I began reading A Mercy, by Toni Morrison. I carried it around with me for weeks, and it also took me a couple weeks of seeing it at the grocery store to buy it. I saw Beloved, which was horrid in what was once so common. I generally don’t read anything detailing slavery. I know what happened, and know we need to remember, but I really, really don’t want the brutality taking root in my head where I can’t shake images or invisible people and their absolute helplessness and agony out.
A Mercy was pinned as a mother daughter thing, stemming from a horrible sacrifice the mother had to do. I can’t imagine motherhood, of all things, being stripped from you without a care. To have no control over the fate and welfare of your children, and know without any doubt whatsoever before they’re even born, that their life will be beyond nightmarish.
But the book goes deeper than just slavery, which is what drew me in completely. The sheer hypocrisy of humanity, of religion, of relationships between men and women- it was against the law to beat your wife after 9pm, unless you did it without anger and had good cause? If she’s not your wife, well, sucks for her. How devout Christians were only those who were greedy with lust over any torture, dismemberment, and execution, and only godless heathens had the audacity to bathe every day. How did we ever survive, and wipe out so many better civilizations? How did women ever survive? I remember staring in shock at the nuns all through grade school, feeling betrayed by them that they would preach how women are the root of evil because some unknown man wrote a book (the bible), and said Eve was humanity’s destruction, and poor stupid Adam was a victim. Religion is a touchy thing, so I’ll leave off on that subject.

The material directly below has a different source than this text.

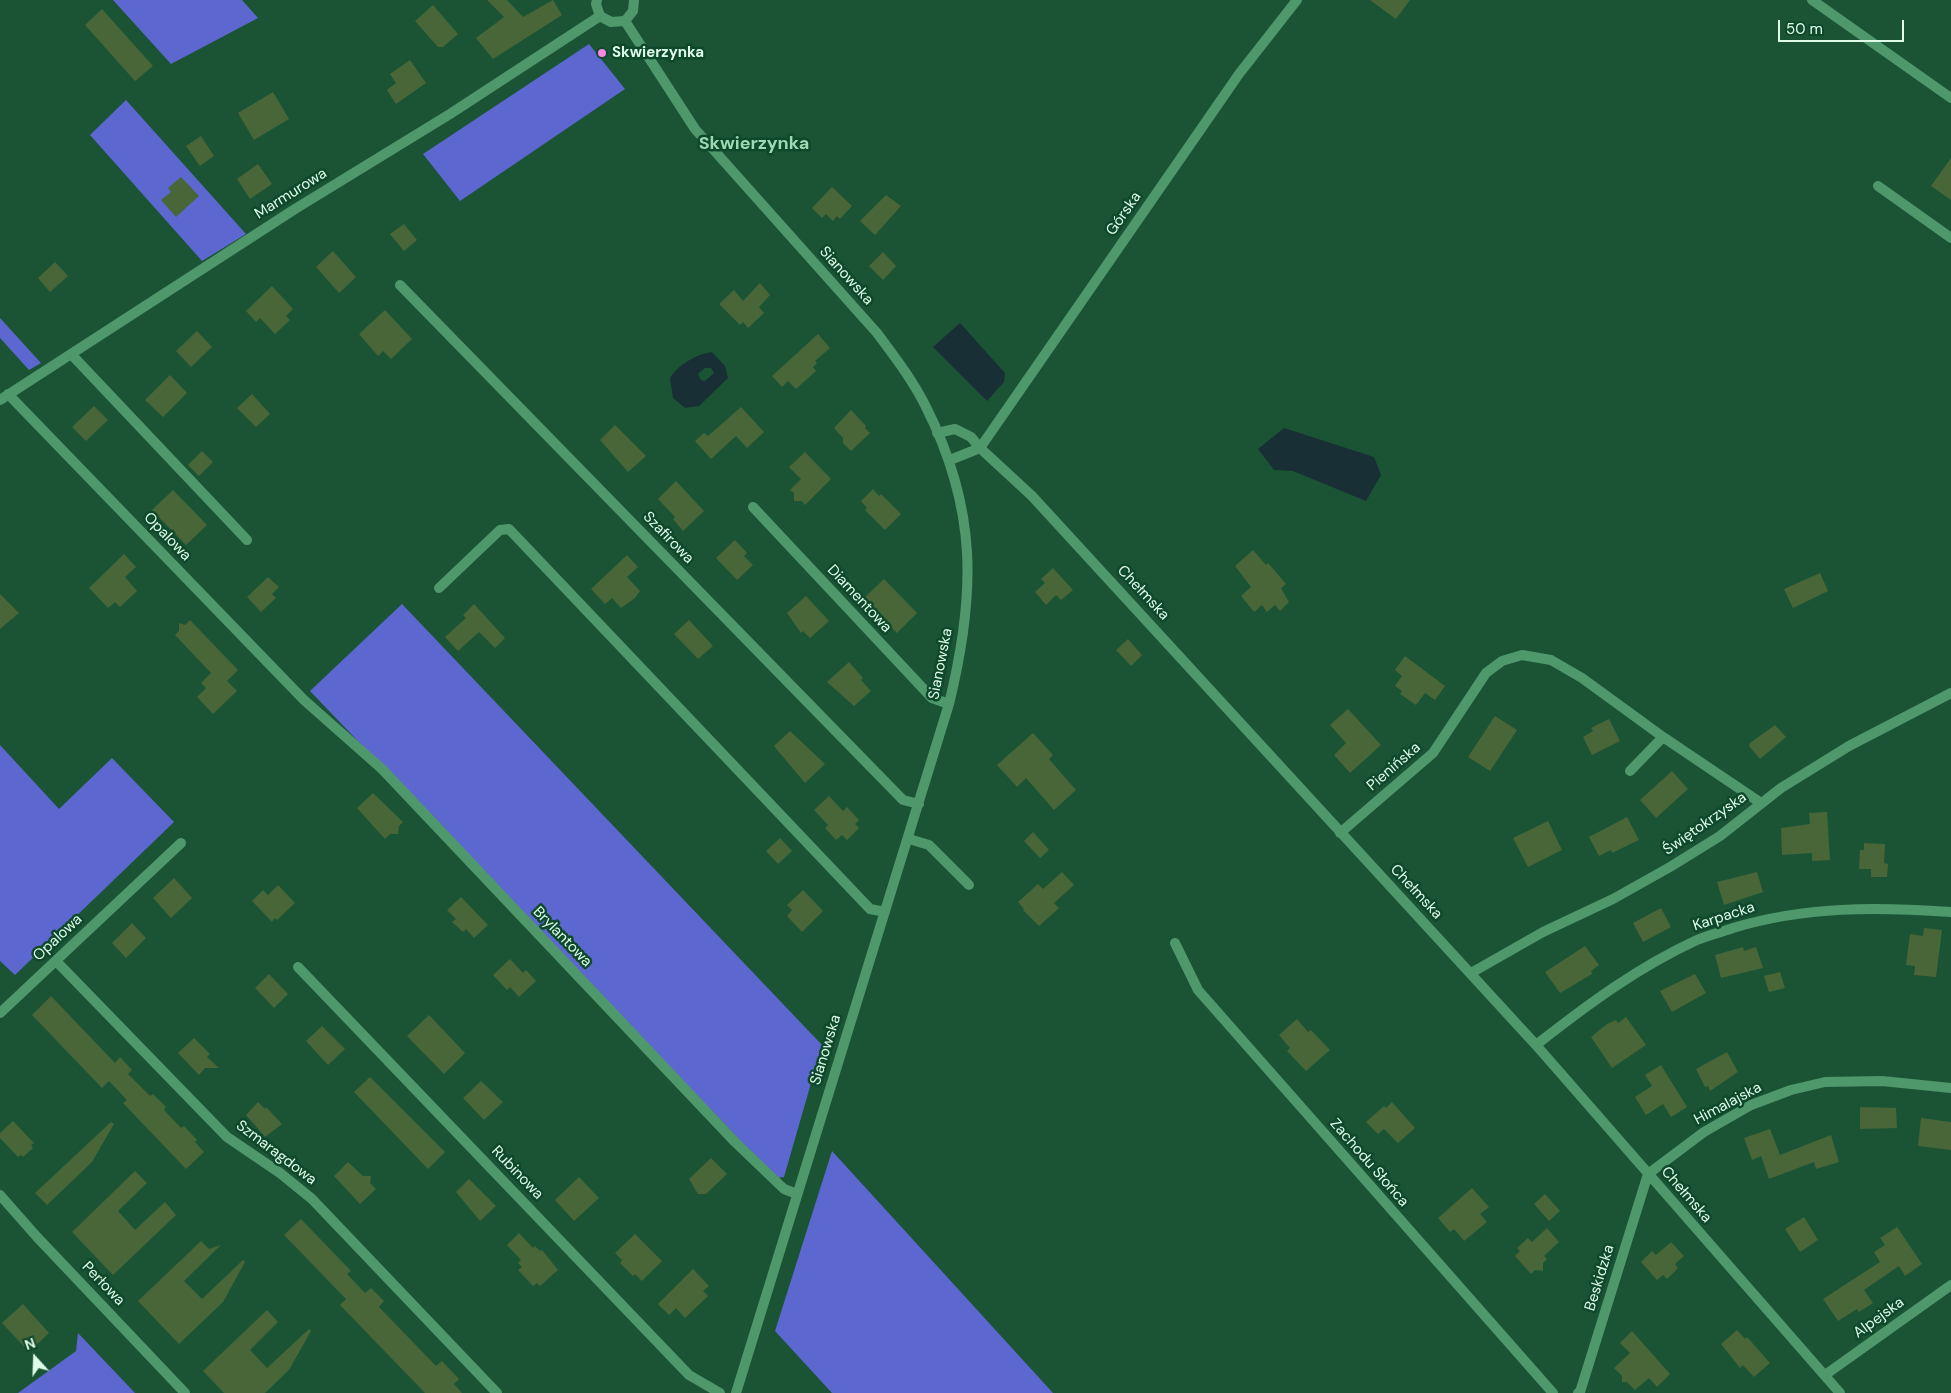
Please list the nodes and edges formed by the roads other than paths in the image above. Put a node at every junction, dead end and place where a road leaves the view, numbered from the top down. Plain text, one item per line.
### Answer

Toni Morrison’s manner of writing (for the main character) took a while to get into the flow of, but once I did, it was so exceptionally poetic. There’s barely any speaking, it’s all the internal dialogues of several key characters. As she’s won the Pulitzer and Nobel prizes, it gives me a little more hope for my own style, that my stories will find people who will flow directly into them. Especially as my underlying current is the same as hers: mothers and daughters, women and men and the disturbing back lashes that occur when the balance between those goes awry.
I am relieved that I don’t live in that period of time, but I’m not always sure we’ve advanced very far.